• **What you are asked to do**:
Where a line of the data below has the string "name", copy that line.

• **Source data**:
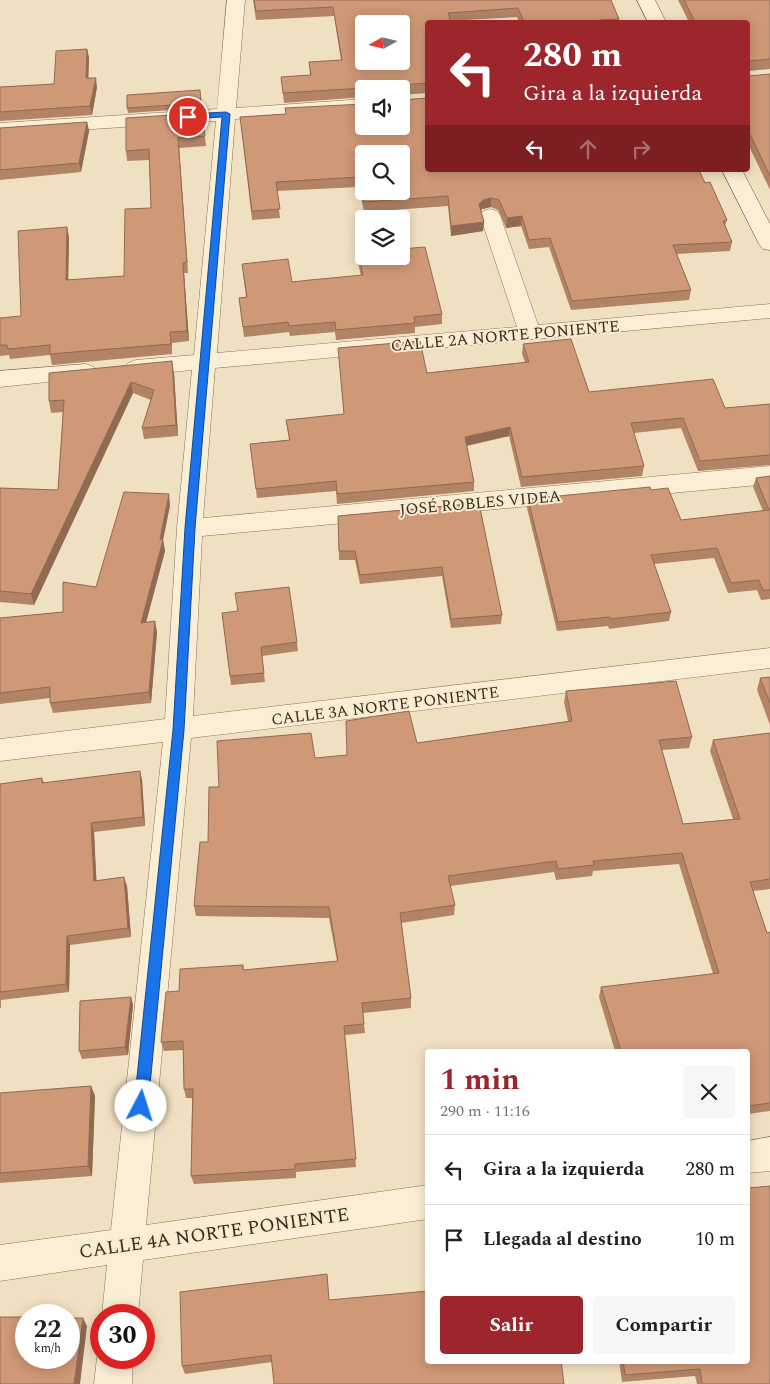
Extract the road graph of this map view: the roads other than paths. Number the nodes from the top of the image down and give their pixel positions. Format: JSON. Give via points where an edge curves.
{"nodes":[{"id":1,"x":236,"y":0,"type":"edge"},
{"id":2,"x":646,"y":0,"type":"edge"},
{"id":3,"x":656,"y":20,"type":"edge"},
{"id":4,"x":355,"y":106,"type":"edge"},
{"id":5,"x":226,"y":114,"type":"junction"},
{"id":6,"x":0,"y":129,"type":"edge"},
{"id":7,"x":733,"y":172,"type":"edge"},
{"id":8,"x":490,"y":215,"type":"edge"},
{"id":9,"x":770,"y":244,"type":"edge"},
{"id":10,"x":770,"y":311,"type":"edge"},
{"id":11,"x":530,"y":333,"type":"junction"},
{"id":12,"x":204,"y":362,"type":"junction"},
{"id":13,"x":0,"y":379,"type":"edge"},
{"id":14,"x":770,"y":475,"type":"edge"},
{"id":15,"x":190,"y":528,"type":"junction"},
{"id":16,"x":770,"y":658,"type":"edge"},
{"id":17,"x":178,"y":730,"type":"junction"},
{"id":18,"x":0,"y":750,"type":"edge"},
{"id":19,"x":770,"y":1154,"type":"edge"},
{"id":20,"x":750,"y":1157,"type":"edge"},
{"id":21,"x":425,"y":1202,"type":"edge"},
{"id":22,"x":127,"y":1244,"type":"junction"},
{"id":23,"x":0,"y":1263,"type":"edge"},
{"id":24,"x":121,"y":1304,"type":"edge"},
{"id":25,"x":114,"y":1369,"type":"edge"},
{"id":26,"x":113,"y":1384,"type":"edge"}],
"edges":[{"from":1,"to":5,"type":"street"},
{"from":2,"to":3,"type":"street"},
{"from":4,"to":5,"type":"street"},
{"from":5,"to":6,"type":"street"},
{"from":5,"to":12,"type":"street"},
{"from":7,"to":9,"type":"street"},
{"from":8,"to":11,"type":"street"},
{"from":10,"to":11,"type":"street","name":"CALLE 2A NORTE PONIENTE"},
{"from":11,"to":12,"type":"street","name":"CALLE 2A NORTE PONIENTE"},
{"from":12,"to":13,"type":"street","name":"CALLE 2A NORTE PONIENTE"},
{"from":12,"to":15,"type":"street"},
{"from":14,"to":15,"type":"street","name":"JOSÉ ROBLES VIDEA"},
{"from":15,"to":17,"type":"street"},
{"from":16,"to":17,"type":"street","name":"CALLE 3A NORTE PONIENTE"},
{"from":17,"to":18,"type":"street","name":"CALLE 3A NORTE PONIENTE"},
{"from":17,"to":22,"type":"street"},
{"from":19,"to":20,"type":"street"},
{"from":21,"to":22,"type":"street","name":"CALLE 4A NORTE PONIENTE"},
{"from":22,"to":23,"type":"street","name":"CALLE 4A NORTE PONIENTE"},
{"from":22,"to":24,"type":"street"},
{"from":25,"to":26,"type":"street"}]}
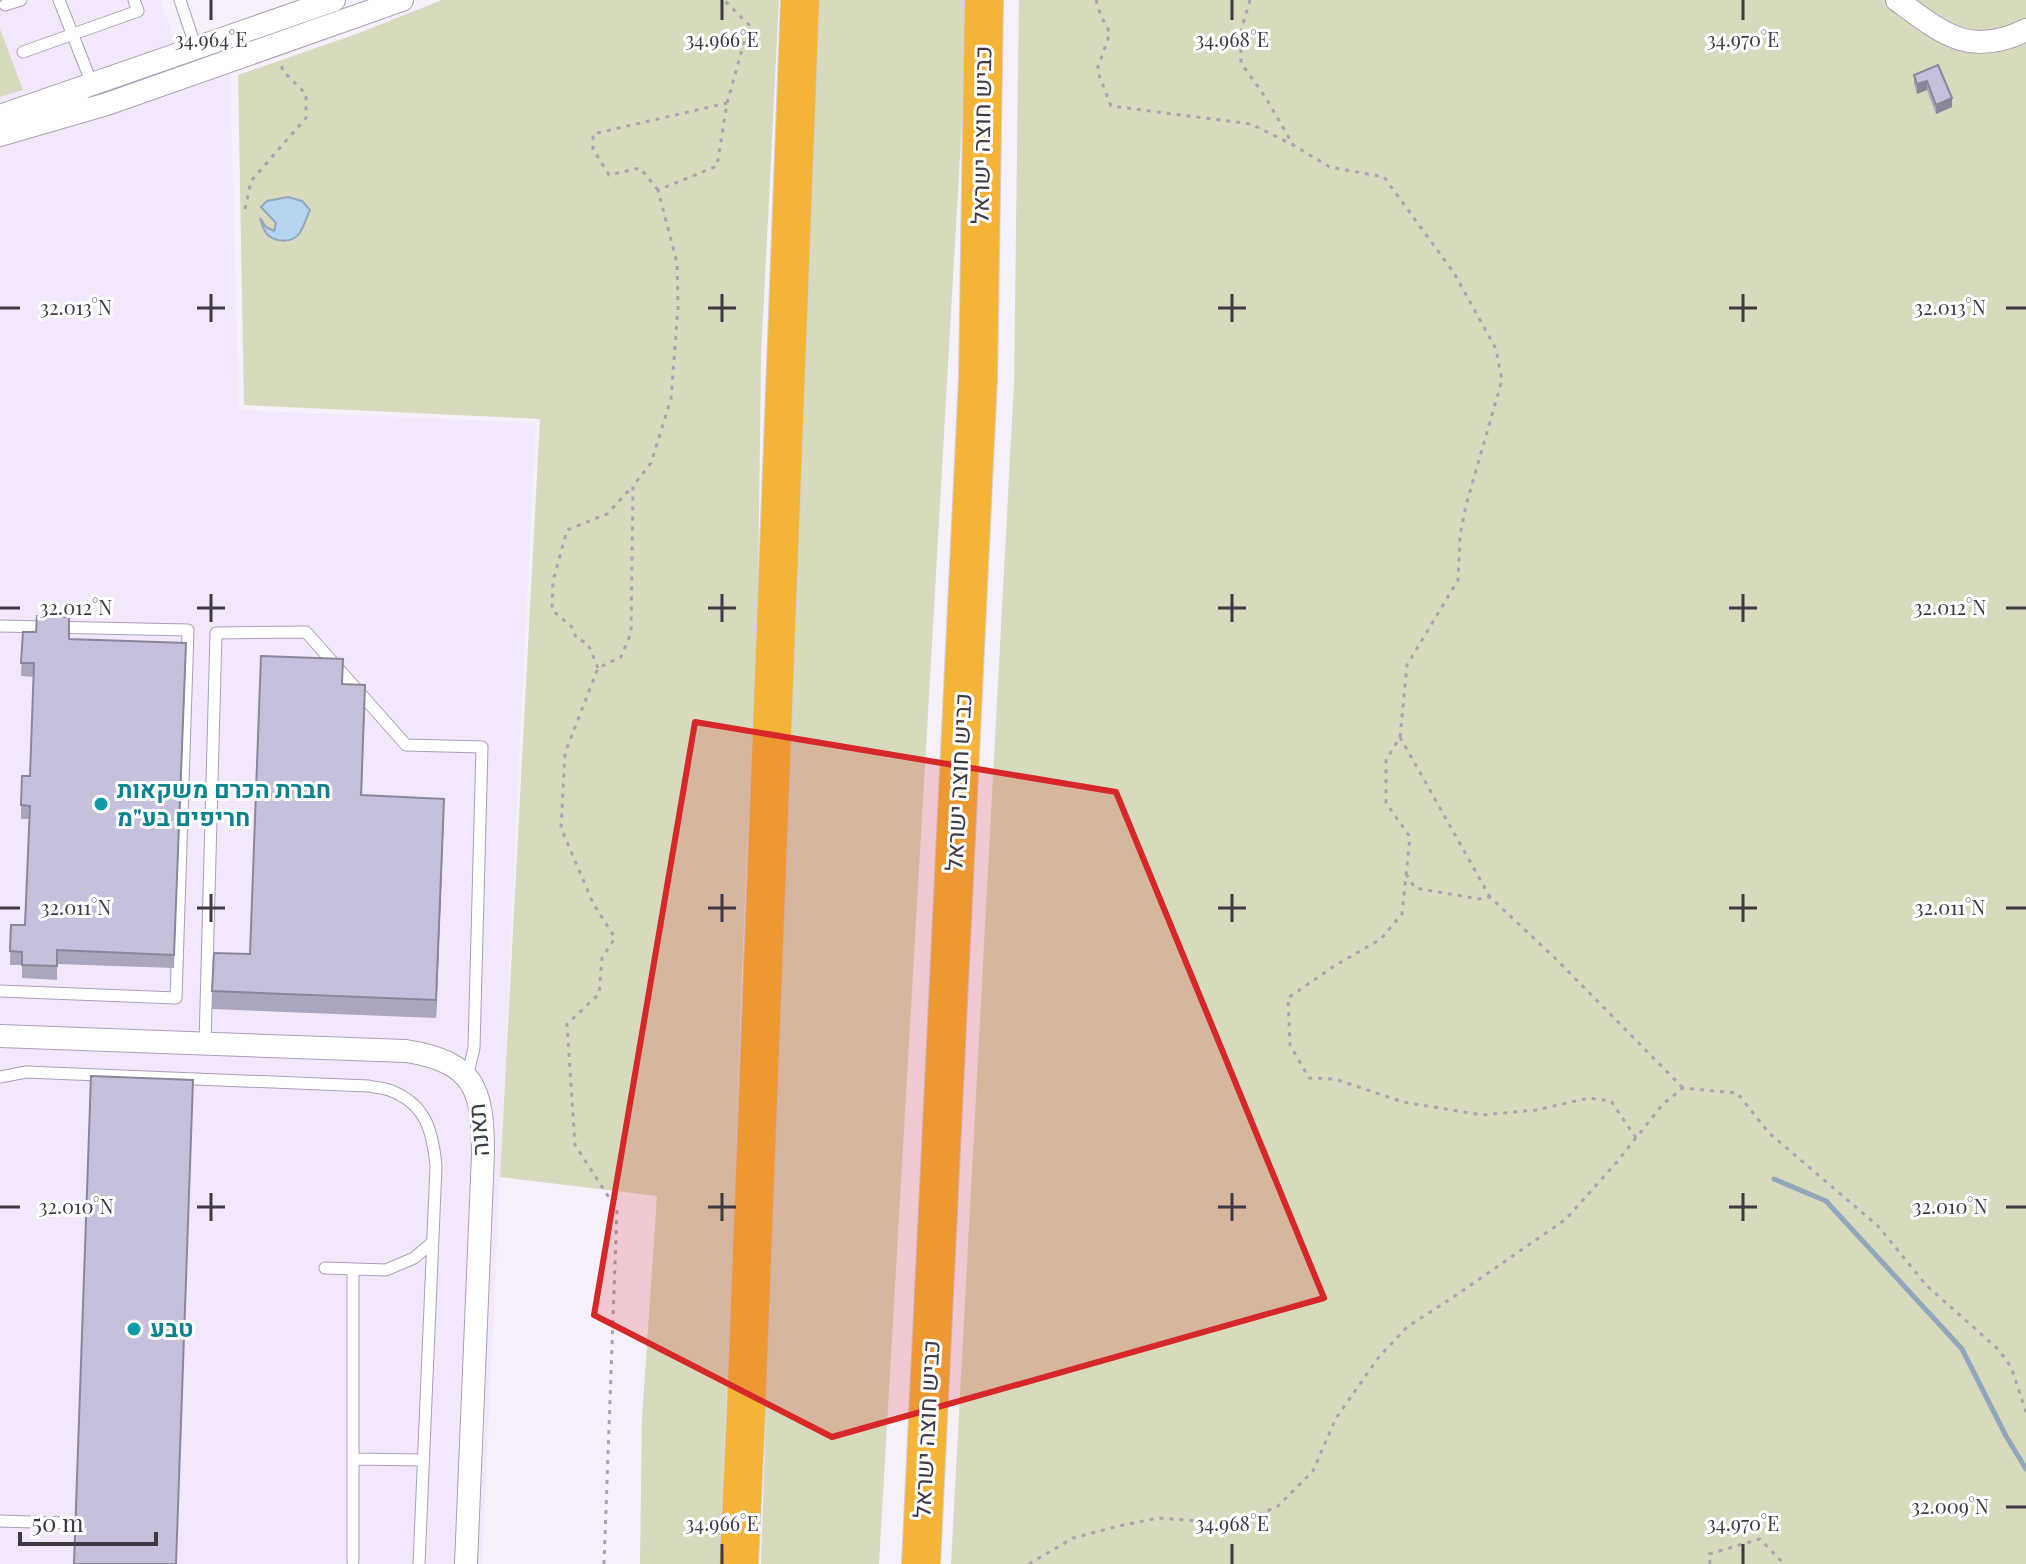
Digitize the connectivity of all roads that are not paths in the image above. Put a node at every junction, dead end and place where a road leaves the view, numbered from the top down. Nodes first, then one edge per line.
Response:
1 (21, 0) edge
2 (59, 0) edge
3 (134, 0) edge
4 (180, 0) edge
5 (334, 0) edge
6 (402, 0) edge
7 (800, 0) edge
8 (984, 0) edge
9 (1897, 0) edge
10 (5, 5) dead end
11 (2026, 30) edge
12 (72, 34) junction
13 (196, 48) junction
14 (23, 52) dead end
15 (92, 84) junction
16 (0, 116) edge
17 (64, 117) junction
18 (0, 135) edge
19 (0, 626) edge
20 (0, 991) edge
21 (0, 1036) edge
22 (205, 1043) junction
23 (0, 1077) edge
24 (467, 1077) junction
25 (433, 1242) junction
26 (325, 1268) dead end
27 (353, 1269) junction
28 (354, 1459) junction
29 (423, 1460) junction
30 (0, 1521) edge
31 (66, 1523) dead end
32 (353, 1561) dead end
33 (419, 1564) edge
34 (466, 1564) edge
35 (739, 1564) edge
36 (921, 1564) edge

1 - 10 lane
2 - 12 lane
3 - 12 lane
4 - 13 lane
5 - 13 street
6 - 17 street
7 - 35 highway
8 - 36 highway, כביש חוצה ישראל
9 - 11 street
12 - 14 lane
12 - 15 lane
13 - 15 street
15 - 16 street
15 - 17 lane
17 - 18 street
19 - 20 lane
21 - 22 street, תאנה
22 - 24 street, תאנה
22 - 24 lane
23 - 25 lane
24 - 34 street, תאנה
25 - 27 lane
25 - 29 lane
26 - 27 lane
27 - 28 lane
28 - 29 lane
28 - 32 lane
29 - 33 lane
30 - 31 lane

• **Task result**:
{"from":10,"to":11,"type":"street","name":"CALLE 2A NORTE PONIENTE"},
{"from":11,"to":12,"type":"street","name":"CALLE 2A NORTE PONIENTE"},
{"from":12,"to":13,"type":"street","name":"CALLE 2A NORTE PONIENTE"},
{"from":14,"to":15,"type":"street","name":"JOSÉ ROBLES VIDEA"},
{"from":16,"to":17,"type":"street","name":"CALLE 3A NORTE PONIENTE"},
{"from":17,"to":18,"type":"street","name":"CALLE 3A NORTE PONIENTE"},
{"from":21,"to":22,"type":"street","name":"CALLE 4A NORTE PONIENTE"},
{"from":22,"to":23,"type":"street","name":"CALLE 4A NORTE PONIENTE"},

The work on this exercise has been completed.